Below is an example of a ``vladfile.py``

.. code:: python

    from vladiate import Vlad
    from vladiate.validators import UniqueValidator, SetValidator
    from vladiate.inputs import LocalFile

    class YourFirstValidator(Vlad):
        source = LocalFile('vampires.csv')
        validators = {
            'Column A': [
                UniqueValidator()
            ],
            'Column B': [
                SetValidator(['Vampire', 'Not A Vampire'])
            ]
        }

Here we define a number of validators for a local file ``vampires.csv``,
which would look like this:

::

    Column A,Column B
    Vlad the Impaler,Not A Vampire
    Dracula,Vampire
    Count Chocula,Vampire

We then run ``vladiate`` in the same directory as your ``.csv`` file:

::

    $ vladiate

And get the following output:

::

    Validating YourFirstValidator(source=LocalFile('vampires.csv'))
    Passed! :)

Handling Changes
^^^^^^^^^^^^^^^^

Let's imagine that you've gotten a new CSV file,
``potential_vampires.csv``, that looks like this:

::

    Column A,Column B
    Vlad the Impaler,Not A Vampire
    Dracula,Vampire
    Count Chocula,Vampire
    Ronald Reagan,Maybe A Vampire

If we were to update our first validator to use this file as follows:

::

    - class YourFirstValidator(Vlad):
    -     source = LocalFile('vampires.csv')
    + class YourFirstFailingValidator(Vlad):
    +     source = LocalFile('potential_vampires.csv')

we would get the following error:

::

    Validating YourFirstFailingValidator(source=LocalFile('potential_vampires.csv'))
    Failed :(
      SetValidator failed 1 time(s) (25.0%) on field: 'Column B'
        Invalid fields: ['Maybe A Vampire']

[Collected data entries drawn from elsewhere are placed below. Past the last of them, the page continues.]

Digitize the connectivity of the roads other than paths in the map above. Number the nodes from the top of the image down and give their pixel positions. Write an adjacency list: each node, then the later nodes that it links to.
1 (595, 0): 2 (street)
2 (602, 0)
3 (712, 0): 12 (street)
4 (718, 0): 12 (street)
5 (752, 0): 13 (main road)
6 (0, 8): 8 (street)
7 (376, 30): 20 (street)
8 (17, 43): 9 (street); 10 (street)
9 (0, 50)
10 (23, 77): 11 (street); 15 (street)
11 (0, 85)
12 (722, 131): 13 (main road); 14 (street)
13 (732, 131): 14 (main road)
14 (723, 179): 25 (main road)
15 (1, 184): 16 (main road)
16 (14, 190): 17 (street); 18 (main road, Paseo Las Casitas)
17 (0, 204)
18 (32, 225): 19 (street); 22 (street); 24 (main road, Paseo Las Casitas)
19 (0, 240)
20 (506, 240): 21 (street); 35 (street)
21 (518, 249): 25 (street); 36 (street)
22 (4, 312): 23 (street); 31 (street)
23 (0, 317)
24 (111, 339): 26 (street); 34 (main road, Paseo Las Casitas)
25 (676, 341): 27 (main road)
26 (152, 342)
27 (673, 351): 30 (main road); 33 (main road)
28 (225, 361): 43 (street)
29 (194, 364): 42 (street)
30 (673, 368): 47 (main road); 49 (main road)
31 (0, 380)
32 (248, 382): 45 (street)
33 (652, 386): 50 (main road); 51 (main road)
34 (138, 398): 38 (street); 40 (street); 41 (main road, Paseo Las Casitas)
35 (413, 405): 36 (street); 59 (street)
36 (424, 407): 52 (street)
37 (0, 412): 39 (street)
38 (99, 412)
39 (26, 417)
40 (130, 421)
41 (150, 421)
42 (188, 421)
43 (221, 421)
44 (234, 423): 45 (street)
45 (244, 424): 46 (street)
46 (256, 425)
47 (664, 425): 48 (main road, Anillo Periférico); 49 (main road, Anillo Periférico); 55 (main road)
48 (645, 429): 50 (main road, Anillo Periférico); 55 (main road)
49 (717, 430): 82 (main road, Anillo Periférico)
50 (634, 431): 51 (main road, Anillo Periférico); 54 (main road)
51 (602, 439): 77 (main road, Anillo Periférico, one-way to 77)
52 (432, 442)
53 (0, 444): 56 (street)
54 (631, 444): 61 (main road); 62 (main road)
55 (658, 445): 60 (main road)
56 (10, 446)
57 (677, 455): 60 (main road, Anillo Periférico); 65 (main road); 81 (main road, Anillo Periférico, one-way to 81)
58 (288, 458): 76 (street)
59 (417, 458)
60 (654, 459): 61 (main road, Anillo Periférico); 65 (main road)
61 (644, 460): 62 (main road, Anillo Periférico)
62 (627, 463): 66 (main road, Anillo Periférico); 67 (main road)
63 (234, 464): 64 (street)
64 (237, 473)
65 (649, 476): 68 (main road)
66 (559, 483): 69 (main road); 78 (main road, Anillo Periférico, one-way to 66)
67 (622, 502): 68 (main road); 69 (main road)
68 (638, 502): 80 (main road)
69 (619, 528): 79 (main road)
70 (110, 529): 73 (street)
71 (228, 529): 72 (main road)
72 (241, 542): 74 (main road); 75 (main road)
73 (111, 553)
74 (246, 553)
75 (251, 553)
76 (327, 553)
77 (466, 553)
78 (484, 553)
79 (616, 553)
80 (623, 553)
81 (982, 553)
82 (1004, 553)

And we would know that we'd either need to sanitize this field, or add
it to the ``SetValidator``.

Starting from scratch
^^^^^^^^^^^^^^^^^^^^^

To make writing a new ``vladfile.py`` easy, Vladiate will give
meaningful error messages.

Given the following as ``real_vampires.csv``:

::

    Column A,Column B,Column C
    Vlad the Impaler,Not A Vampire
    Dracula,Vampire
    Count Chocula,Vampire
    Ronald Reagan,Maybe A Vampire

We could write a bare-bones validator as follows:

.. code:: python

    class YourFirstEmptyValidator(Vlad):
        source = LocalFile('real_vampires.csv')
        validators = {}

Running this with ``vladiate`` would give the following error:

::

    Validating YourFirstEmptyValidator(source=LocalFile('real_vampires.csv'))
    Missing...
      Missing validators for:
        'Column A': [],
        'Column B': [],
        'Column C': [],

Vladiate expects something to be specified for every column, *even if it
is an empty list* (more on this later). We can easily copy and paste
from the error into our ``vladfile.py`` to make it:

.. code:: python

    class YourFirstEmptyValidator(Vlad):
        source = LocalFile('real_vampires.csv')
        validators = {
            'Column A': [],
            'Column B': [],
            'Column C': [],
        }

When we run *this* with ``vladiate``, we get:

::

    Validating YourSecondEmptyValidator(source=LocalFile('real_vampires.csv'))
    Failed :(
      EmptyValidator failed 4 time(s) (100.0%) on field: 'Column A'
        Invalid fields: ['Dracula', 'Vlad the Impaler', 'Count Chocula', 'Ronald Reagan']
      EmptyValidator failed 4 time(s) (100.0%) on field: 'Column B'
        Invalid fields: ['Maybe A Vampire', 'Not A Vampire', 'Vampire']
      EmptyValidator failed 4 time(s) (100.0%) on field: 'Column C'
        Invalid fields: ['Real', 'Not Real']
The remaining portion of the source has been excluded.